Karadenizliyim, oranın toprağıyla varoldum, şekil aldım. Yıllarca öğretmenlik yaptım, karadenizin köylerinde, ilçelerinde. Karadeniz insanının toprakla mücadelesine denizle mücadelesine tanıklık ettim. Karadeniz insanının kendisiyle ve kendisini yönetenlerle girdiği mücadelenin yanında oldum, içinde oldum.
Karadeniz insanının çektiği acıları da umutları da bu topraklar üzerinde yaşayan diğer insanlardan çok da farklı değil aslında. Karadenizin başında bir Çernobil belası var, Egelilerin başında Yatağan belası. Karadeniz insanı, ürettiği fındığın, çayın karşılığını alamıyor, Çukurova insanı pamuğunun. Artvin de Bergama da siyanür kurbanı. Trabzon'daki çocuklara da eğitim parayla satılıyor, Diyarbakırdakilere de. Hepimizin etrafında "hastalansalar da, çok para kazansak" diyen özelleştirmeciler var.

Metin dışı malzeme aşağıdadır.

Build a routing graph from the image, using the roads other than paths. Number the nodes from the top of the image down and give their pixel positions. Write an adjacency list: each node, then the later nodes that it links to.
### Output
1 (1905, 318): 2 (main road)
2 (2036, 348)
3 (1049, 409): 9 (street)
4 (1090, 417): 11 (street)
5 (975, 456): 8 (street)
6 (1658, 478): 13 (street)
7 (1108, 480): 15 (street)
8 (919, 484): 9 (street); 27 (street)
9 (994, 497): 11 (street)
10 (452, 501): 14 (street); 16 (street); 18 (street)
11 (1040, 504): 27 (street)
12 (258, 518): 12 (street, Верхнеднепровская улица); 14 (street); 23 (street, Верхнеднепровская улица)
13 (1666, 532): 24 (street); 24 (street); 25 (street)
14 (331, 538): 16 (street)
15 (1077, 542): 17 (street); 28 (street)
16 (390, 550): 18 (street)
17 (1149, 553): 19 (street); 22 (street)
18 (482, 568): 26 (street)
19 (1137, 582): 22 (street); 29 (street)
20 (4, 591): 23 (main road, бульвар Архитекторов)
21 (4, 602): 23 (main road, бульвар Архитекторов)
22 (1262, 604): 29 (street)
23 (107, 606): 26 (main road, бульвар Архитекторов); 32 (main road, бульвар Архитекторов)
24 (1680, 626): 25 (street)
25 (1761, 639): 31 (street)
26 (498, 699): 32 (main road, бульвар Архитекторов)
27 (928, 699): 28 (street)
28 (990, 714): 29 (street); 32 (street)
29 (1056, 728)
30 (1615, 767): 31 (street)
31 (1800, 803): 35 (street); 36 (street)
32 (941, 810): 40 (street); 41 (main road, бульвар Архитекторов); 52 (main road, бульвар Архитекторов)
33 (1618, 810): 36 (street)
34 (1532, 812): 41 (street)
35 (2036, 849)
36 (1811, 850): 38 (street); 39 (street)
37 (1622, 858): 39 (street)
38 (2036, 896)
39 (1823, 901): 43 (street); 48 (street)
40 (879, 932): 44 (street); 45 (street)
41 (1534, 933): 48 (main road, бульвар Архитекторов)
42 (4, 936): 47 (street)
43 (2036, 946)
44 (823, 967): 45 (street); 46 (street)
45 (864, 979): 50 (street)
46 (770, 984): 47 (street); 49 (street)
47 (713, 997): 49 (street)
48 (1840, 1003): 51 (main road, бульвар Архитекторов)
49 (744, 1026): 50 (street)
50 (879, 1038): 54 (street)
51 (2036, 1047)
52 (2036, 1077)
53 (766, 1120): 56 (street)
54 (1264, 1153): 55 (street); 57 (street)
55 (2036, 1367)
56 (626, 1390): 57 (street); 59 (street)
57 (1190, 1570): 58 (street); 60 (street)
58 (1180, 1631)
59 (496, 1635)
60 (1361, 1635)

Ancak bizler de varız, kazımlar da var. Kazım Koyuncu bir röportajında "hayatta yerinde durmamak, muhalif olmak, hep karşı çıkmak gerekiyor. Genellikle güzellikleri oradan buluyoruz" diyordu. Bizler halkevleri olarak, halkevciler olarak Kazım'la işte bu duyguyu, bu düşünceyi paylaşıyoruz. Hayatın bizi sürüklemesine izin vermemeye çalışıyoruz. Daha iyiyi hakettiğimiz için muhalefet yapıyoruz. Kötüye, zalime karşı çıkıyoruz. Ve bu mücadelenin içinde güzellikler yaratıp, güzellikler buluyoruz. İşte Kazım Koyuncu da o güzelliklerden biri.
İlk çıkardığı solo albümü Viya'da Karadeniz sahil yolu projesinden söz ediyordu. Onu
Artvin ve Bergama'da siyanürla altın aramaya karşı mücadelede, Akkuyu'da nükleer santrale, Fırtına Vadisinde hidrolik santrale karşı çıkarken gördük yanımızda. Etkinliklerimizde bizi yalnız bırakmadı hiç bir zaman Kazım Koyuncu.
Halkevlerinin asli görevlerinden birisi bu toprakların tarihine, yaşanmış ve yaşanacak olan tüm ilerici ve devrimci değerlerine sahip çıkmaktır. Onların yeniden üretilmesine katkıda bulunmaktır. Şu anki çabamızın yetersiz olduğunun, gücümüzün sınırlı olduğunun farkındayız. Ancak yine farkındayız ki gücümüz birlikte üreterek, birlikte paylaşarak, birlikte mücadele ederek artacak.
Ve bizler bir şeyin daha önemini biliyoruz: örgütlü olmanın, örgütlü mücadelenin. Örgütlü olmak tektipleşmek değildir. Farklılıkları koruyarak birarada durmaktır. Olanakları birleştirmek, üretimleri birleştirmek, güçleri birleştirmektir. Çünkü biz biliyoruz ki kötülük örgütlü, halka karşı girişilen saldırı örgütlü. Ve tek başına kurtuluş yok. Namuslular da namussuzlar kadar cüretkar ve örgütlü olmadıkça bu dünya hep daha kötüye gidecek.
Bu topraklarda yokluğun, yoksulluğun ve tüm eşitsizliklerin ortadan kaldırıldığı, özgürlük, barış ve kardeşliğin egemen olduğu günlere olan inancımızla sizlere tekrar hoşgeldiniz diyorum.